## YOUR OBJECTIVE
For each entry, return the text exactly and omit any image.

┌──

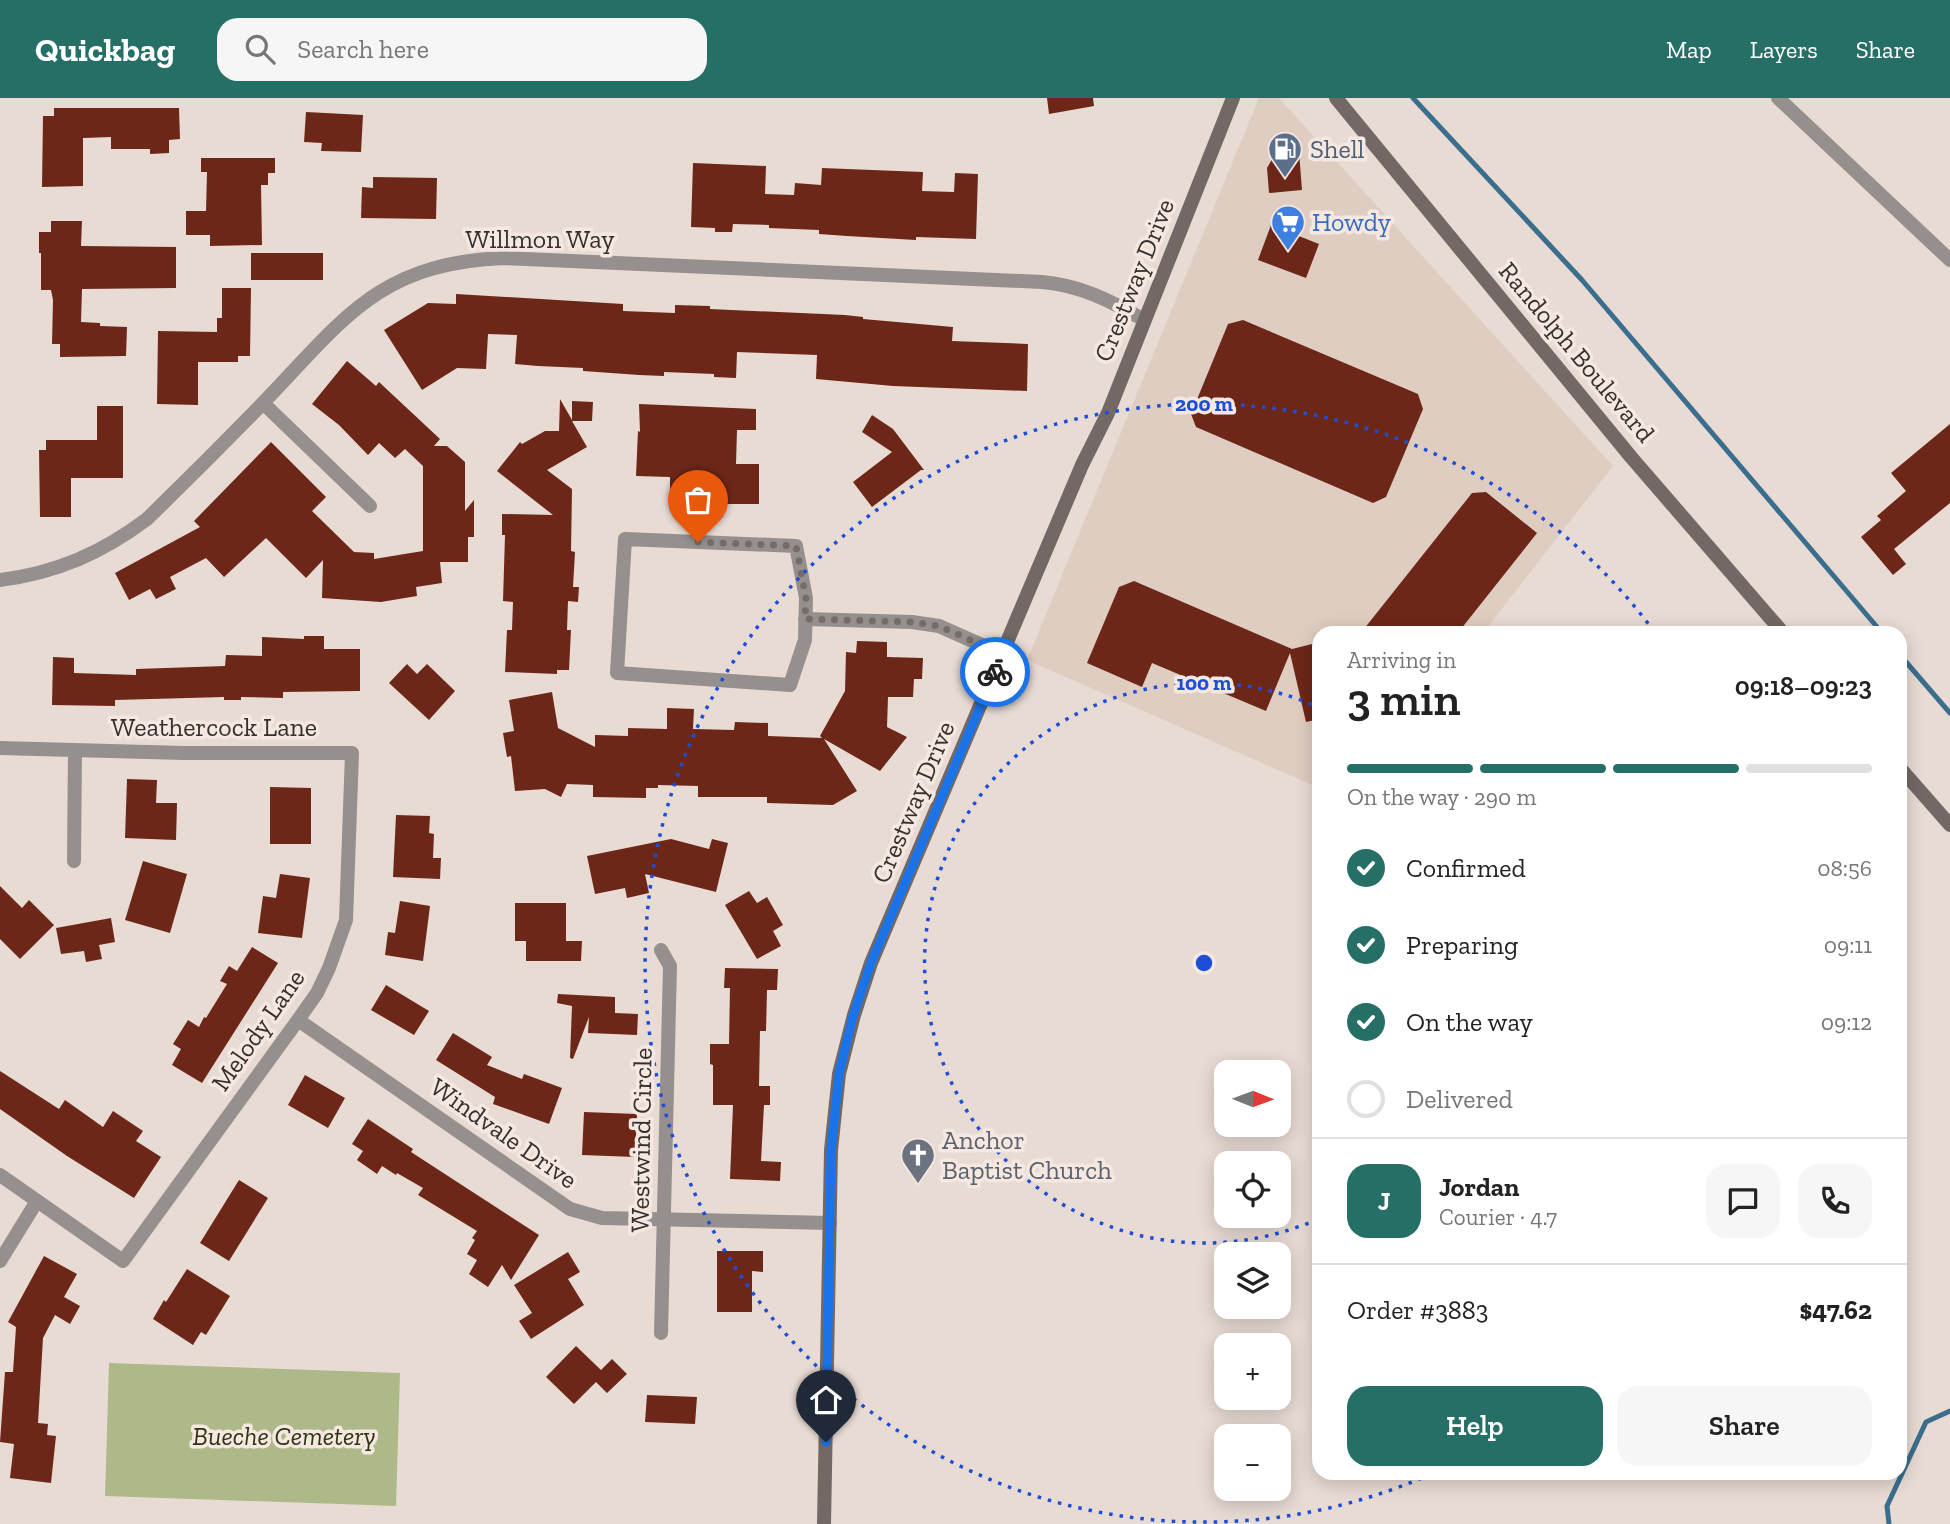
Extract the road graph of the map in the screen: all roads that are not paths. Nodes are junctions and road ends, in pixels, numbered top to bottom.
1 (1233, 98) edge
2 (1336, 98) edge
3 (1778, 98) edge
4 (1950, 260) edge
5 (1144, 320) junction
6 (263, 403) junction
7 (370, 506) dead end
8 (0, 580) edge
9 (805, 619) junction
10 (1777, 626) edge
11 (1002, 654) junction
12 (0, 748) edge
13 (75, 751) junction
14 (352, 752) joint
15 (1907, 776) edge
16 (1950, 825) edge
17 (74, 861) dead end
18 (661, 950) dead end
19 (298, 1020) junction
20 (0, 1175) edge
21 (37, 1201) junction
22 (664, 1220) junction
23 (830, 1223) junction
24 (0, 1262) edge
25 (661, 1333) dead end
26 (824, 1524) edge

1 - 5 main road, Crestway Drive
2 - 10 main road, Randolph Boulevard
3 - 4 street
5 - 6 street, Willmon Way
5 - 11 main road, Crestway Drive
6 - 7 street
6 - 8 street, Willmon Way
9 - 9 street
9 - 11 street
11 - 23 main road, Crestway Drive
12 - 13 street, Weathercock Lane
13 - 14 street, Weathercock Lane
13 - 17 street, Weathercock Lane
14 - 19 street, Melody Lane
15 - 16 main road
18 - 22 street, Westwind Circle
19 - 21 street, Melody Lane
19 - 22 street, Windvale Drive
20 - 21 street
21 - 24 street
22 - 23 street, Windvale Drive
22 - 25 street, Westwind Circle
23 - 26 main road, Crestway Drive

└──

## REPLY TO THE TASK
Extract the road graph of the map in the screen: all roads that are not paths. Nodes are junctions and road ends, in pixels, numbered top to bottom.
1 (1233, 98) edge
2 (1336, 98) edge
3 (1778, 98) edge
4 (1950, 260) edge
5 (1144, 320) junction
6 (263, 403) junction
7 (370, 506) dead end
8 (0, 580) edge
9 (805, 619) junction
10 (1777, 626) edge
11 (1002, 654) junction
12 (0, 748) edge
13 (75, 751) junction
14 (352, 752) joint
15 (1907, 776) edge
16 (1950, 825) edge
17 (74, 861) dead end
18 (661, 950) dead end
19 (298, 1020) junction
20 (0, 1175) edge
21 (37, 1201) junction
22 (664, 1220) junction
23 (830, 1223) junction
24 (0, 1262) edge
25 (661, 1333) dead end
26 (824, 1524) edge

1 - 5 main road, Crestway Drive
2 - 10 main road, Randolph Boulevard
3 - 4 street
5 - 6 street, Willmon Way
5 - 11 main road, Crestway Drive
6 - 7 street
6 - 8 street, Willmon Way
9 - 9 street
9 - 11 street
11 - 23 main road, Crestway Drive
12 - 13 street, Weathercock Lane
13 - 14 street, Weathercock Lane
13 - 17 street, Weathercock Lane
14 - 19 street, Melody Lane
15 - 16 main road
18 - 22 street, Westwind Circle
19 - 21 street, Melody Lane
19 - 22 street, Windvale Drive
20 - 21 street
21 - 24 street
22 - 23 street, Windvale Drive
22 - 25 street, Westwind Circle
23 - 26 main road, Crestway Drive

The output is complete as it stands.